Qualcuno degli invitati scambiò un'occhiata malinconica alla triste notizia, ma la conversazione rimase impacciata come prima.

Il dottor Ambrosi si era seduto sopra una lunga poltrona in felpa gialla, presso la contessa Ginevra, abbandonando la testa sulla spalliera colla famigliarità di un amico, pel quale l'etichetta consente molte licenze. Era un bel vecchio alto, quasi calvo, di un color roseo ancora vivace sotto il bianco dei capelli e della barba; mostrava sessant'anni, benchè ne avesse quasi settanta, ma nè la fatica, nè lo studio avevano ancora potuto trionfare della sua robusta complessione.

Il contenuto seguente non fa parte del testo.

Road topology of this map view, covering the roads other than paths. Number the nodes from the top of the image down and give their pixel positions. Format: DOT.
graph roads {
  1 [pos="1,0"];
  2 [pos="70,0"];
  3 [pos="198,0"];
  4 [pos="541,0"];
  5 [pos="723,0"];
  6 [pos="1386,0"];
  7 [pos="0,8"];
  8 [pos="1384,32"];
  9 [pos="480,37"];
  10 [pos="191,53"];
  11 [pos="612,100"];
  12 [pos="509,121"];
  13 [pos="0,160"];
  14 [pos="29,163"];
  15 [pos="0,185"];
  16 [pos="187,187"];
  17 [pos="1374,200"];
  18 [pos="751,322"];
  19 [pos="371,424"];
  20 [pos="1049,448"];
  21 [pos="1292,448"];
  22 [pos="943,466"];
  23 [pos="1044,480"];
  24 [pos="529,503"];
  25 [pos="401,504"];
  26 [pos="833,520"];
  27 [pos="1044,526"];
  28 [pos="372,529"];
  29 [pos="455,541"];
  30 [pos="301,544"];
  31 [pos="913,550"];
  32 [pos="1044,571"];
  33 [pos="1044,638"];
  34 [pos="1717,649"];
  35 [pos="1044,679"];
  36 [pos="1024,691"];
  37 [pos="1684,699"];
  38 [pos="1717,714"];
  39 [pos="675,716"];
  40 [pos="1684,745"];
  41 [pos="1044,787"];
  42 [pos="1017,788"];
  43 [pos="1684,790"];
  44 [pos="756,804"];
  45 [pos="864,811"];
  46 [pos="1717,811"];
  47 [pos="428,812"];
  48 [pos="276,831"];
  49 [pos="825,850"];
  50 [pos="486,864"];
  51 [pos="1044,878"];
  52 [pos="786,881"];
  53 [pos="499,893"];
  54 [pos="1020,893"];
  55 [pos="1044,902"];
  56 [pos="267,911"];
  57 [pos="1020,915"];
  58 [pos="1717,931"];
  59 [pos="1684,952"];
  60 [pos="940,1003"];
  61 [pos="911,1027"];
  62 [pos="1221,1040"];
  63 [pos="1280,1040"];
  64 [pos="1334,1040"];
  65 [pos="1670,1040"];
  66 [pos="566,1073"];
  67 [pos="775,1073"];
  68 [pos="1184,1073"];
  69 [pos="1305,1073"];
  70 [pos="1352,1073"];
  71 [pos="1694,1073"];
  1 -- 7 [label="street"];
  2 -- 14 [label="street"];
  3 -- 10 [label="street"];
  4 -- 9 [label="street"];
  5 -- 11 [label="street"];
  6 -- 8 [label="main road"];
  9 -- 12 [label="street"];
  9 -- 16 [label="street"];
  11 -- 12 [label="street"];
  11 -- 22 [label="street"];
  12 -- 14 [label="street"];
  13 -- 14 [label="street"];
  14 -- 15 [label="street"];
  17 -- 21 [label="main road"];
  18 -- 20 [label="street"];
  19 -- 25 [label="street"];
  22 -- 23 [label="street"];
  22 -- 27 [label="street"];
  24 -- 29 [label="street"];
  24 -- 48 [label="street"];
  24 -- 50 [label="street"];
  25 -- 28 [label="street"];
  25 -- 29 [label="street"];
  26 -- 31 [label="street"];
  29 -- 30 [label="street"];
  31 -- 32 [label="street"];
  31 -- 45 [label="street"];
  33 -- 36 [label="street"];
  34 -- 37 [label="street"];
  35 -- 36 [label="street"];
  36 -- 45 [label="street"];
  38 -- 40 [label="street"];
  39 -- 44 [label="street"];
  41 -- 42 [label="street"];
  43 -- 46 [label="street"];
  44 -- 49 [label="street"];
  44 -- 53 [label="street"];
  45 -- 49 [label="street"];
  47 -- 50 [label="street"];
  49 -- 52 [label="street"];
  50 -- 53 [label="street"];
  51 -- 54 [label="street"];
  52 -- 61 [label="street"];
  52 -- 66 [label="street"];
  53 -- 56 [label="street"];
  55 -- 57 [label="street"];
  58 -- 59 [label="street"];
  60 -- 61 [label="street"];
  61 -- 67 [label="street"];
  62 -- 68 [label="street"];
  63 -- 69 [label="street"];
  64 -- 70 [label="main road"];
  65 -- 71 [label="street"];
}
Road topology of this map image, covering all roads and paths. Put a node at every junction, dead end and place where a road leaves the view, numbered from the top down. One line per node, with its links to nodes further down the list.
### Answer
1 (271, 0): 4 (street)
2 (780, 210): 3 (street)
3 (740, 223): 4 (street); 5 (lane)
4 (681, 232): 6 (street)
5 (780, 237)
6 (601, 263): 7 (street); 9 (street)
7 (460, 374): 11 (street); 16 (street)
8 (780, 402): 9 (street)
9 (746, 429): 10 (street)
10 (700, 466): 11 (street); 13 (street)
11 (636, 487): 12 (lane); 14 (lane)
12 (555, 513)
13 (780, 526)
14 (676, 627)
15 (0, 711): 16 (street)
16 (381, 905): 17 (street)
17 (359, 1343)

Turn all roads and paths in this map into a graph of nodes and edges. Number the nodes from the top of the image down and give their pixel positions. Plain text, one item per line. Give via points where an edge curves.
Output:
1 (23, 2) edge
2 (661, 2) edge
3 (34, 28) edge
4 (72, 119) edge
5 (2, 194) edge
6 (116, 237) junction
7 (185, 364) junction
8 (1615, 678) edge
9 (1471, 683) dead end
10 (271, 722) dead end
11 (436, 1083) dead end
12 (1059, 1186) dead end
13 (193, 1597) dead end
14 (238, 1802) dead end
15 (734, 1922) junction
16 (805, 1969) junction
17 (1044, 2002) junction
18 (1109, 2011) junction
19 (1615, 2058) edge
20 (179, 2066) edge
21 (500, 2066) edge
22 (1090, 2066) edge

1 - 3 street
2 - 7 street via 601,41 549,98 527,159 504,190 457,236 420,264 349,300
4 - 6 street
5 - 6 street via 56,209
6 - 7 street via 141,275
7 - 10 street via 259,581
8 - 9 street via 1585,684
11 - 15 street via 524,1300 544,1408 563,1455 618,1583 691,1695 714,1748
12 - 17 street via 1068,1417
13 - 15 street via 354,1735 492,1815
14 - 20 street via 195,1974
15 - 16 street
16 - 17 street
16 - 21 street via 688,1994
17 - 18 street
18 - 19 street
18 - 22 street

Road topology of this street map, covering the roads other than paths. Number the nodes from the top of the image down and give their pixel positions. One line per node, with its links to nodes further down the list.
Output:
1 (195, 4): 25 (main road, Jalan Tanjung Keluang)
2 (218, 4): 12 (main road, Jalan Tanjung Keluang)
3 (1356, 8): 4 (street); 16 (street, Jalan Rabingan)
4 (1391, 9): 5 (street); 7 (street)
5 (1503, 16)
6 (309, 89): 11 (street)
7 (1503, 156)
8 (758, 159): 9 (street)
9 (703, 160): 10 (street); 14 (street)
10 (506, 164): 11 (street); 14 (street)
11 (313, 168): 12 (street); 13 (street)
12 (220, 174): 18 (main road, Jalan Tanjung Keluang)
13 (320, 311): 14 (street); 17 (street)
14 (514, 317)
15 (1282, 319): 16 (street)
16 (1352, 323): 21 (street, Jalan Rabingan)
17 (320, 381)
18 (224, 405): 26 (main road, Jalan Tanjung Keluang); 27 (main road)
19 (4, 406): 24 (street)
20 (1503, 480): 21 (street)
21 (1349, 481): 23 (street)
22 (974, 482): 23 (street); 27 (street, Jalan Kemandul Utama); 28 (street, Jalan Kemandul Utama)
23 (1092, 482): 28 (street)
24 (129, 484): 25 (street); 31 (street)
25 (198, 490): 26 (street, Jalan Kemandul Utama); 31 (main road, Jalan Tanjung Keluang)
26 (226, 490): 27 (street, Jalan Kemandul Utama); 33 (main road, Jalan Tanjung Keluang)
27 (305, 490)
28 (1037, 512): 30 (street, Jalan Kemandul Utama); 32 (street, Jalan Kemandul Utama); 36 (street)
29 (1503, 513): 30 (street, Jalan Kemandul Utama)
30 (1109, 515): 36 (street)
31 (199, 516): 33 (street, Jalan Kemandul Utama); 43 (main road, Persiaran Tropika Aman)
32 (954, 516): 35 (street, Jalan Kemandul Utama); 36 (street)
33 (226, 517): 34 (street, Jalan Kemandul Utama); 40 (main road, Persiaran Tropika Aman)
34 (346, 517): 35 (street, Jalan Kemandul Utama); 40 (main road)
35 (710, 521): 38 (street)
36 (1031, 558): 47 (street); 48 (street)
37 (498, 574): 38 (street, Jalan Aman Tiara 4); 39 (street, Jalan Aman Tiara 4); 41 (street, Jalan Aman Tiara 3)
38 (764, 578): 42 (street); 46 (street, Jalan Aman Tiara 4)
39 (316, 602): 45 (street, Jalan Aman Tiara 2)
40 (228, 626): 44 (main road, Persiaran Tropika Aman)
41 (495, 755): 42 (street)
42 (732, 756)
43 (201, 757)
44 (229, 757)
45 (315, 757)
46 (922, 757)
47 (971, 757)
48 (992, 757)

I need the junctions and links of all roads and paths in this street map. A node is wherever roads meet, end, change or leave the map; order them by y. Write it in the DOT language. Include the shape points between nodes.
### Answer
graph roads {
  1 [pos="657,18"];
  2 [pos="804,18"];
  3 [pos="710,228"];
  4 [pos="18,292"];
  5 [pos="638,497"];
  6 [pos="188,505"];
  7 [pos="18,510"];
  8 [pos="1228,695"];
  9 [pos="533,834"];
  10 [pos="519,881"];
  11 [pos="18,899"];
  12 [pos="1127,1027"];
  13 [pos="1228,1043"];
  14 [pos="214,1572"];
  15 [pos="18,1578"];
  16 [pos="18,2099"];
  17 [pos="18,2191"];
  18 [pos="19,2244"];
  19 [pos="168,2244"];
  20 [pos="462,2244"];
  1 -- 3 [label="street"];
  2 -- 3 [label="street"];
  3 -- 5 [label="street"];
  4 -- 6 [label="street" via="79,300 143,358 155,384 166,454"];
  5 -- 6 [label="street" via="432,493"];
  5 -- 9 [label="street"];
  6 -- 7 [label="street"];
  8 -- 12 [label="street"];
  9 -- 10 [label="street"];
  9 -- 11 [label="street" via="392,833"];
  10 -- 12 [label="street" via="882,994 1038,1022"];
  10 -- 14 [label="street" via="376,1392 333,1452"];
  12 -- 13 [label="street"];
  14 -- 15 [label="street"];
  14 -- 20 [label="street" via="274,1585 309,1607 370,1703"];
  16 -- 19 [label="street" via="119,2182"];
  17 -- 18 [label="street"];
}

—E Bice?—chiese subito, riaprendo gli occhi.

—È nella sua camera.

Tutti attesero quello che il dottore avrebbe detto. Egli parve scrutare nello sguardo della contessa, largo e tranquillo; quindi con quella bruscheria, che lo aveva reso popolare, si scrollò sulla poltrona.

—Vapori!

—Bice ha un'anima troppo delicata.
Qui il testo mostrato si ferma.